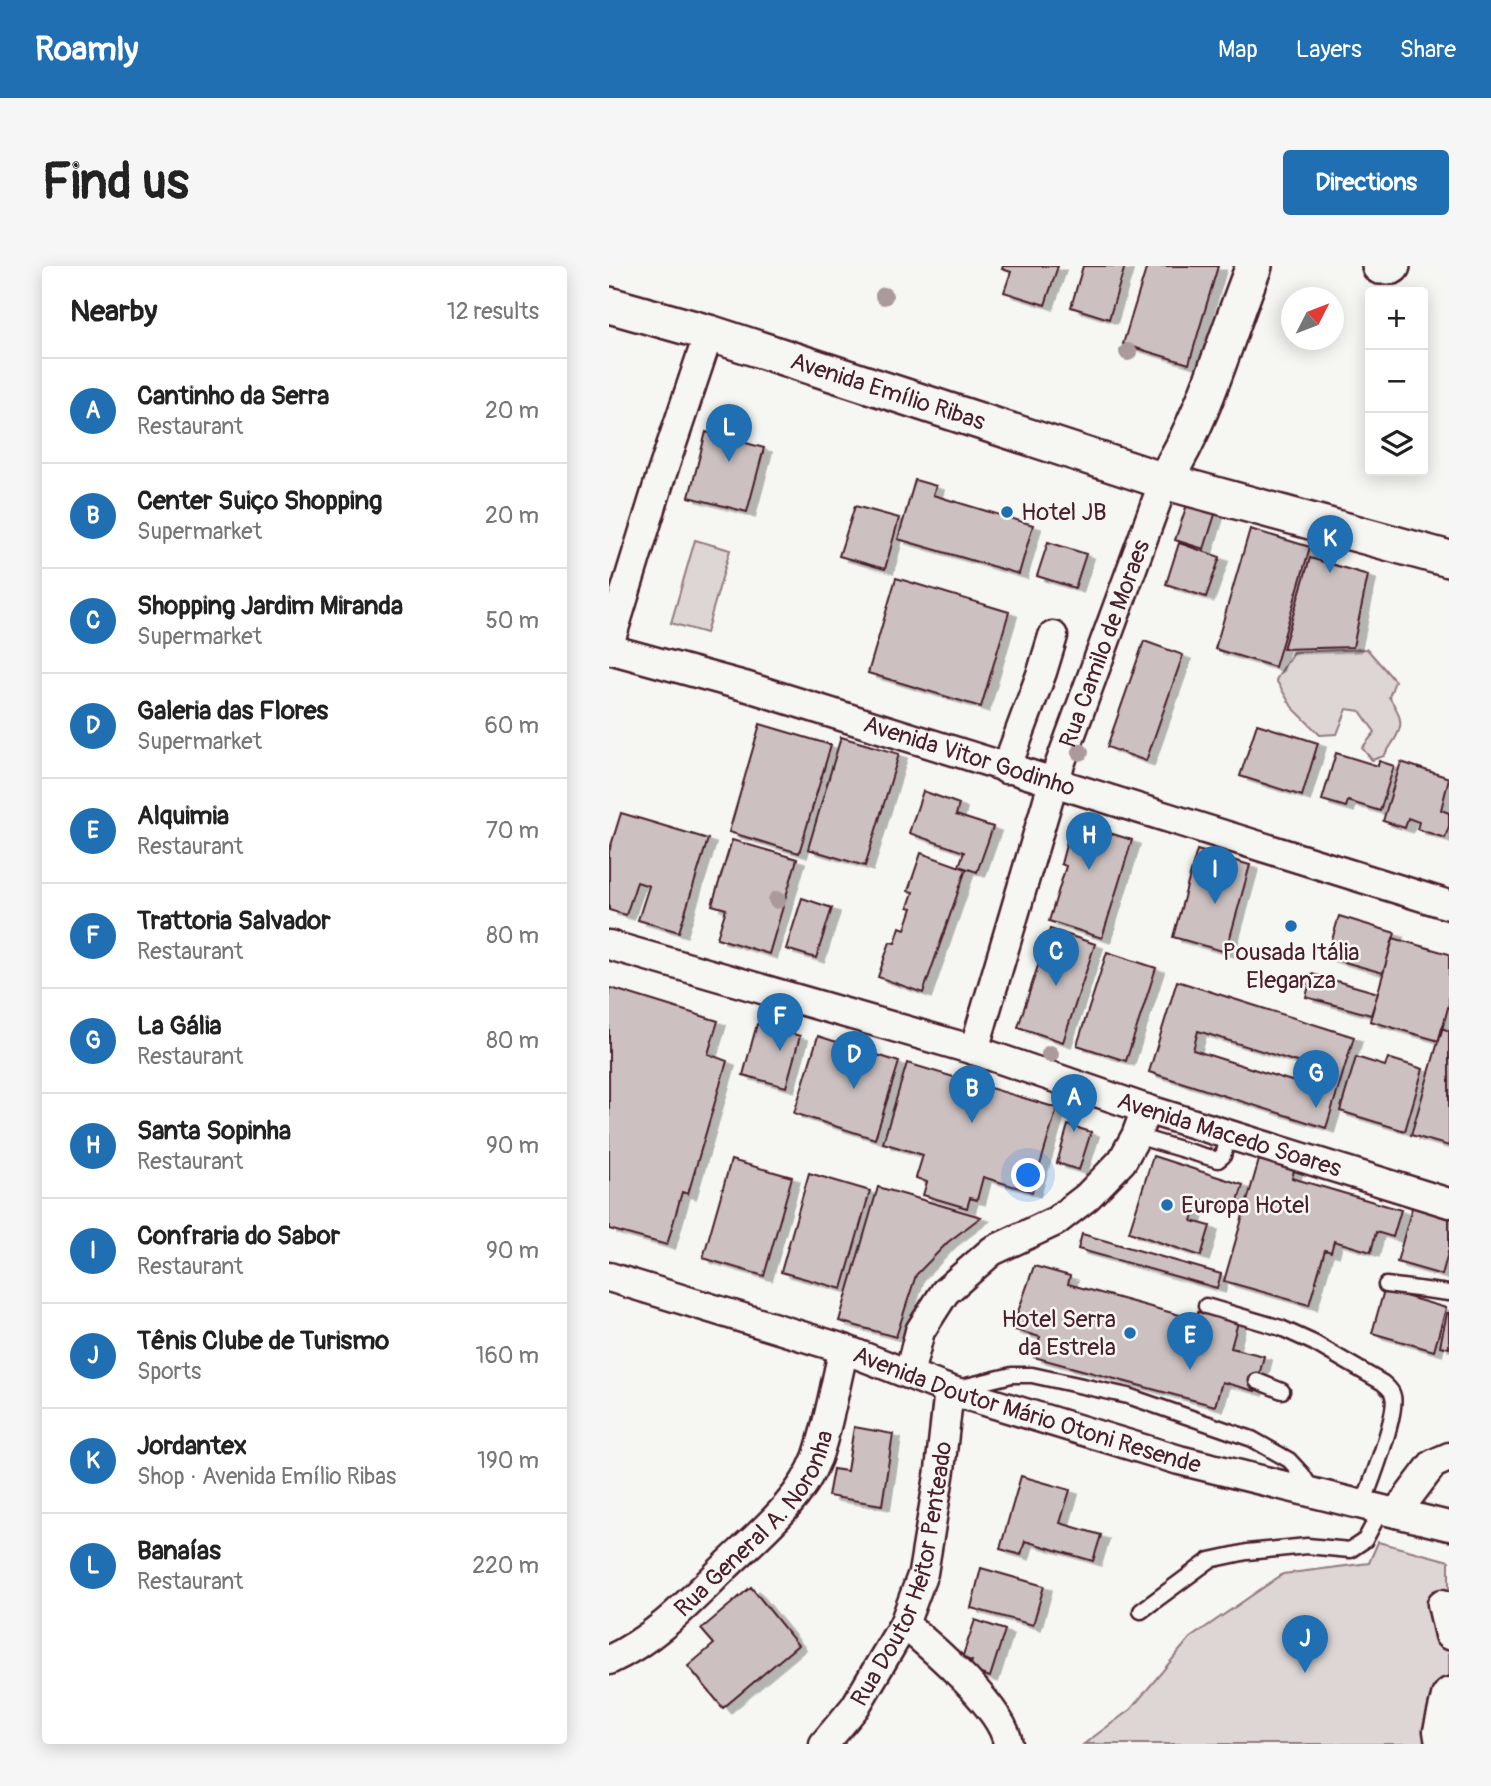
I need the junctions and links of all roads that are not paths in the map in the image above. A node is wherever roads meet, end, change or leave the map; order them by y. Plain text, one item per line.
1 (1254, 266) edge
2 (1380, 266) edge
3 (1392, 266) edge
4 (609, 305) edge
5 (709, 333) junction
6 (1164, 481) junction
7 (1449, 559) edge
8 (1053, 636) dead end
9 (609, 647) edge
10 (1006, 769) junction
11 (1053, 783) junction
12 (1449, 905) edge
13 (609, 945) edge
14 (974, 1050) junction
15 (1146, 1109) junction
16 (1229, 1134) junction
17 (1136, 1136) junction
18 (1449, 1203) edge
19 (609, 1277) edge
20 (1386, 1285) dead end
21 (1449, 1293) edge
22 (1206, 1306) dead end
23 (844, 1349) junction
24 (909, 1374) junction
25 (1257, 1381) dead end
26 (949, 1390) junction
27 (1282, 1391) dead end
28 (1449, 1457) edge
29 (1315, 1495) junction
30 (1379, 1510) junction
31 (1449, 1526) edge
32 (1442, 1604) dead end
33 (1141, 1611) dead end
34 (904, 1624) junction
35 (1449, 1635) edge
36 (609, 1660) edge
37 (1449, 1692) edge
38 (824, 1744) edge
39 (1008, 1744) edge
40 (1440, 1744) edge

1 - 6 street
2 - 3 street
4 - 5 street, Avenida Emílio Ribas
5 - 6 street, Avenida Emílio Ribas
5 - 9 street
6 - 7 street, Avenida Emílio Ribas
6 - 11 street, Rua Camilo de Moraes
8 - 10 street
9 - 10 street, Avenida Vitor Godinho
10 - 11 street, Avenida Vitor Godinho
11 - 12 street, Avenida Vitor Godinho
11 - 14 street, Rua Camilo de Moraes
13 - 14 street, Avenida Macedo Soares
14 - 15 street, Avenida Macedo Soares
15 - 16 street, Avenida Macedo Soares
15 - 17 street
16 - 17 lane
16 - 18 street, Avenida Macedo Soares
17 - 24 street
19 - 23 street, Avenida Doutor Mário Otoni Resende
20 - 21 lane
22 - 30 lane
23 - 24 street, Avenida Doutor Mário Otoni Resende
23 - 36 street, Rua General A. Noronha
24 - 26 street, Avenida Doutor Mário Otoni Resende
25 - 27 lane
26 - 29 street, Avenida Doutor Mário Otoni Resende
26 - 29 lane
26 - 34 street, Rua Doutor Heitor Penteado
28 - 30 street
29 - 30 street, Avenida Doutor Mário Otoni Resende
30 - 31 street, Avenida Doutor Mário Otoni Resende
30 - 33 lane
32 - 35 street
34 - 38 street, Rua Doutor Heitor Penteado
34 - 39 street
37 - 40 street

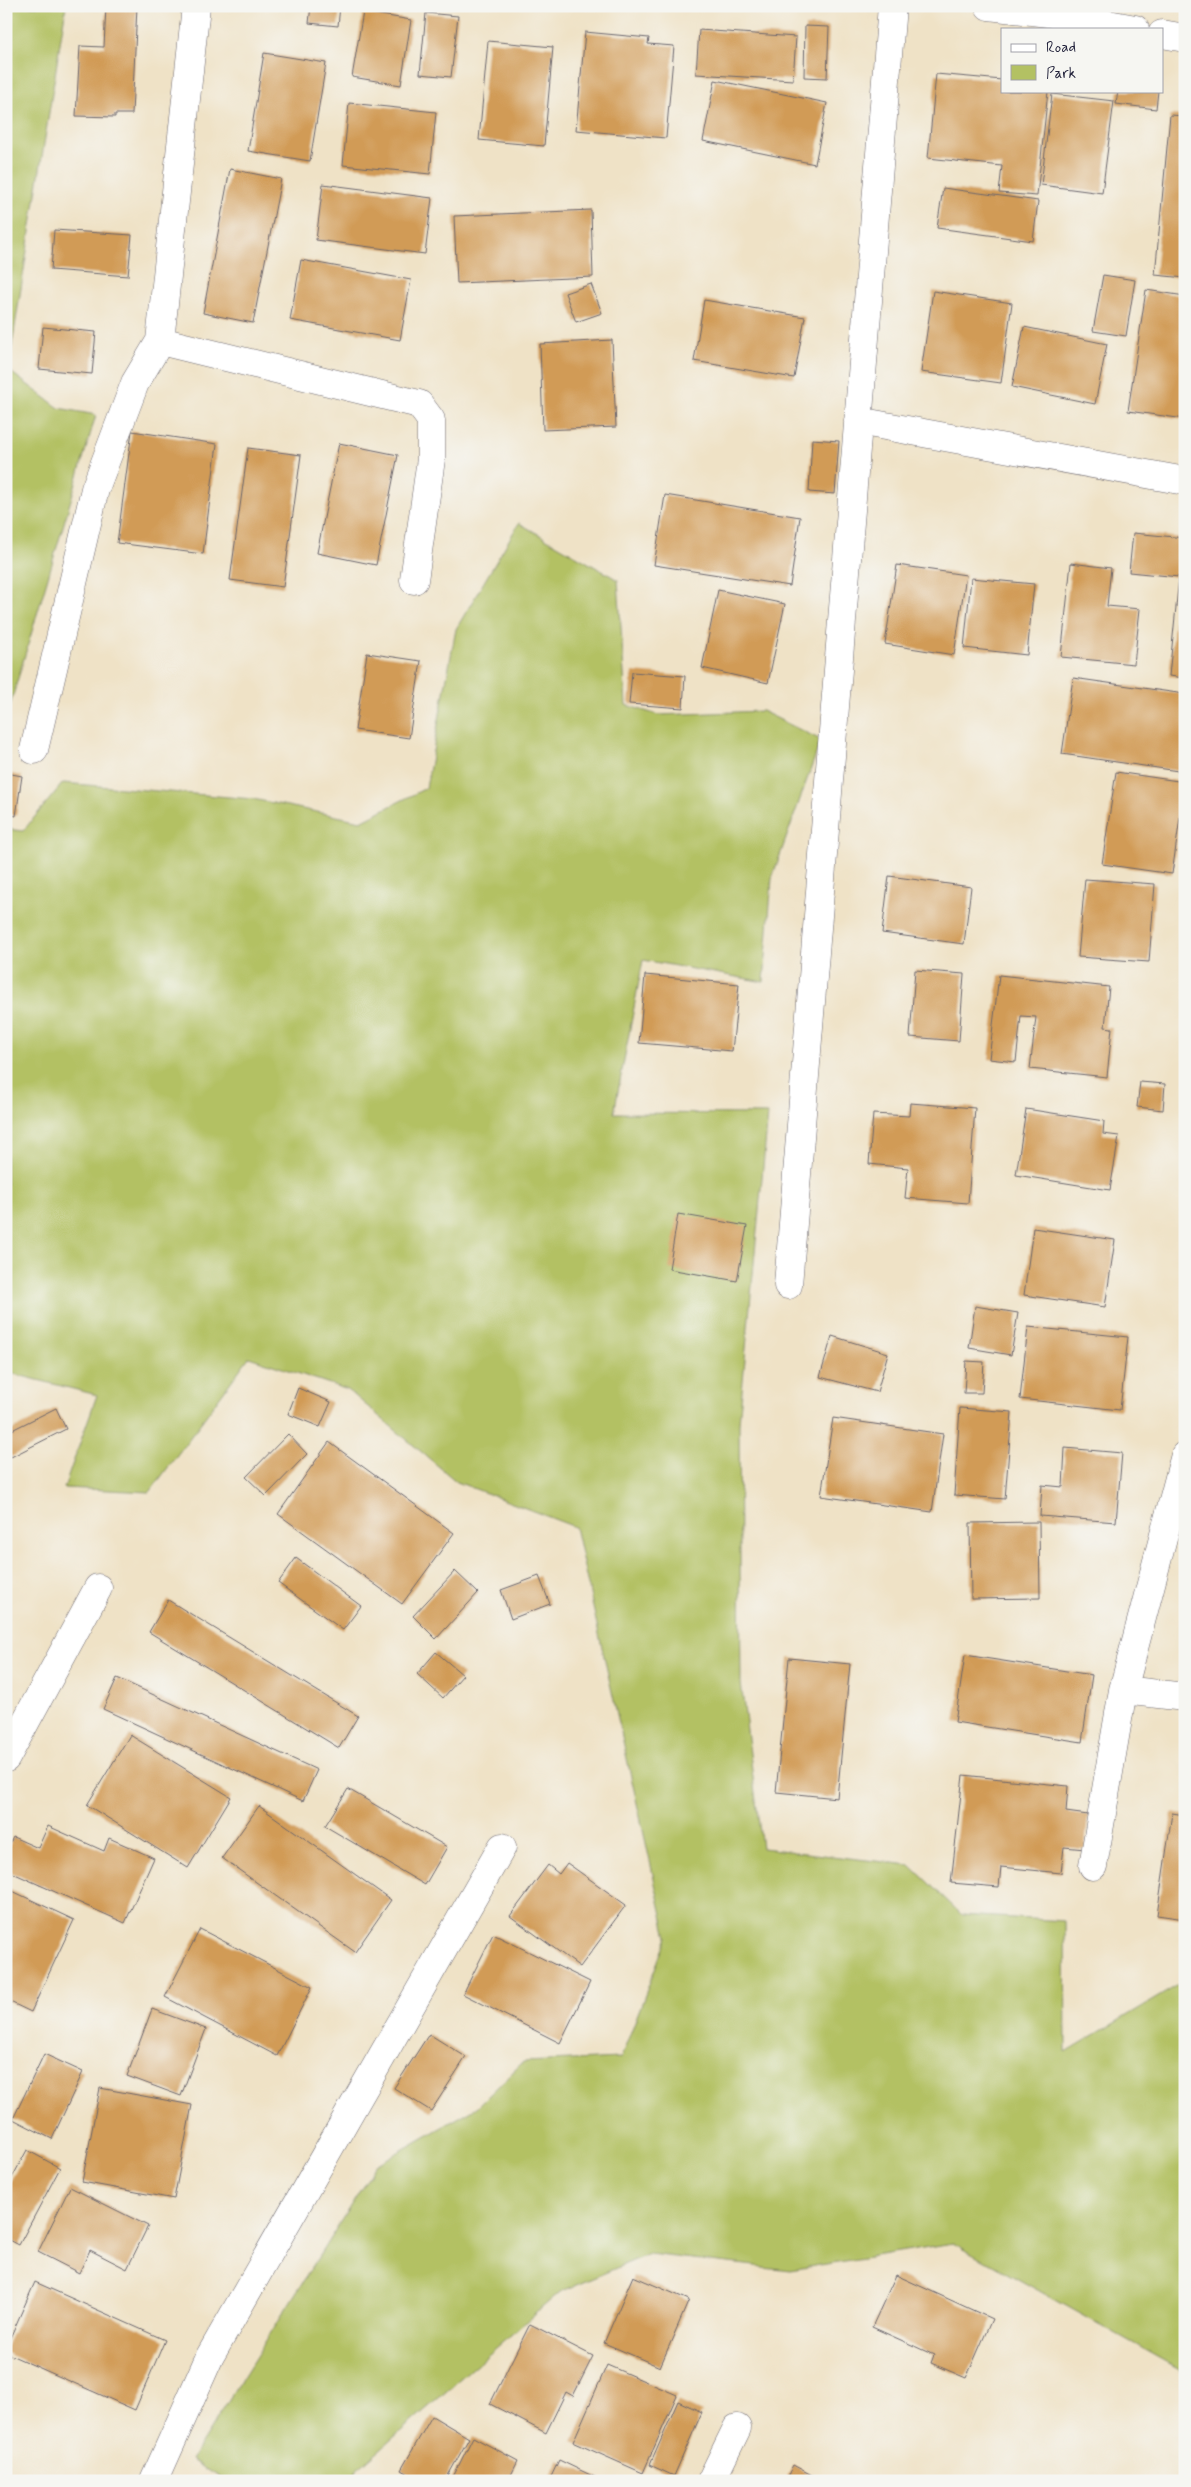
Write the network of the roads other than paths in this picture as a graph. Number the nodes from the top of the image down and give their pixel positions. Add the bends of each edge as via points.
1 (196, 6) edge
2 (892, 6) edge
3 (990, 6) edge
4 (1130, 28) edge
5 (1164, 34) edge
6 (1185, 38) edge
7 (160, 341) junction
8 (858, 422) junction
9 (1185, 481) edge
10 (414, 580) dead end
11 (34, 750) dead end
12 (788, 1284) dead end
13 (1185, 1455) edge
14 (98, 1588) dead end
15 (1123, 1690) junction
16 (1185, 1697) edge
17 (6, 1758) edge
18 (502, 1847) dead end
19 (1093, 1866) dead end
20 (737, 2428) dead end
21 (154, 2481) edge
22 (711, 2481) edge

1 - 7 street
2 - 8 street
3 - 4 street
5 - 6 street
7 - 10 street via 419,404 431,420 431,458
7 - 11 street via 135,383 95,489
8 - 9 street
8 - 12 street
13 - 15 street
14 - 17 street
15 - 16 street
15 - 19 street
18 - 21 street via 210,2356
20 - 22 street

▸ WHAT IS BEING ASKED
This task calls for an exact copy of the data above, without pictures.

▸ EXERCISE ANSWER
I need the junctions and links of all roads that are not paths in the map in the image above. A node is wherever roads meet, end, change or leave the map; order them by y. Plain text, one item per line.
1 (1254, 266) edge
2 (1380, 266) edge
3 (1392, 266) edge
4 (609, 305) edge
5 (709, 333) junction
6 (1164, 481) junction
7 (1449, 559) edge
8 (1053, 636) dead end
9 (609, 647) edge
10 (1006, 769) junction
11 (1053, 783) junction
12 (1449, 905) edge
13 (609, 945) edge
14 (974, 1050) junction
15 (1146, 1109) junction
16 (1229, 1134) junction
17 (1136, 1136) junction
18 (1449, 1203) edge
19 (609, 1277) edge
20 (1386, 1285) dead end
21 (1449, 1293) edge
22 (1206, 1306) dead end
23 (844, 1349) junction
24 (909, 1374) junction
25 (1257, 1381) dead end
26 (949, 1390) junction
27 (1282, 1391) dead end
28 (1449, 1457) edge
29 (1315, 1495) junction
30 (1379, 1510) junction
31 (1449, 1526) edge
32 (1442, 1604) dead end
33 (1141, 1611) dead end
34 (904, 1624) junction
35 (1449, 1635) edge
36 (609, 1660) edge
37 (1449, 1692) edge
38 (824, 1744) edge
39 (1008, 1744) edge
40 (1440, 1744) edge

1 - 6 street
2 - 3 street
4 - 5 street, Avenida Emílio Ribas
5 - 6 street, Avenida Emílio Ribas
5 - 9 street
6 - 7 street, Avenida Emílio Ribas
6 - 11 street, Rua Camilo de Moraes
8 - 10 street
9 - 10 street, Avenida Vitor Godinho
10 - 11 street, Avenida Vitor Godinho
11 - 12 street, Avenida Vitor Godinho
11 - 14 street, Rua Camilo de Moraes
13 - 14 street, Avenida Macedo Soares
14 - 15 street, Avenida Macedo Soares
15 - 16 street, Avenida Macedo Soares
15 - 17 street
16 - 17 lane
16 - 18 street, Avenida Macedo Soares
17 - 24 street
19 - 23 street, Avenida Doutor Mário Otoni Resende
20 - 21 lane
22 - 30 lane
23 - 24 street, Avenida Doutor Mário Otoni Resende
23 - 36 street, Rua General A. Noronha
24 - 26 street, Avenida Doutor Mário Otoni Resende
25 - 27 lane
26 - 29 street, Avenida Doutor Mário Otoni Resende
26 - 29 lane
26 - 34 street, Rua Doutor Heitor Penteado
28 - 30 street
29 - 30 street, Avenida Doutor Mário Otoni Resende
30 - 31 street, Avenida Doutor Mário Otoni Resende
30 - 33 lane
32 - 35 street
34 - 38 street, Rua Doutor Heitor Penteado
34 - 39 street
37 - 40 street

Write the network of the roads other than paths in this picture as a graph. Number the nodes from the top of the image down and give their pixel positions. Add the bends of each edge as via points.
1 (196, 6) edge
2 (892, 6) edge
3 (990, 6) edge
4 (1130, 28) edge
5 (1164, 34) edge
6 (1185, 38) edge
7 (160, 341) junction
8 (858, 422) junction
9 (1185, 481) edge
10 (414, 580) dead end
11 (34, 750) dead end
12 (788, 1284) dead end
13 (1185, 1455) edge
14 (98, 1588) dead end
15 (1123, 1690) junction
16 (1185, 1697) edge
17 (6, 1758) edge
18 (502, 1847) dead end
19 (1093, 1866) dead end
20 (737, 2428) dead end
21 (154, 2481) edge
22 (711, 2481) edge

1 - 7 street
2 - 8 street
3 - 4 street
5 - 6 street
7 - 10 street via 419,404 431,420 431,458
7 - 11 street via 135,383 95,489
8 - 9 street
8 - 12 street
13 - 15 street
14 - 17 street
15 - 16 street
15 - 19 street
18 - 21 street via 210,2356
20 - 22 street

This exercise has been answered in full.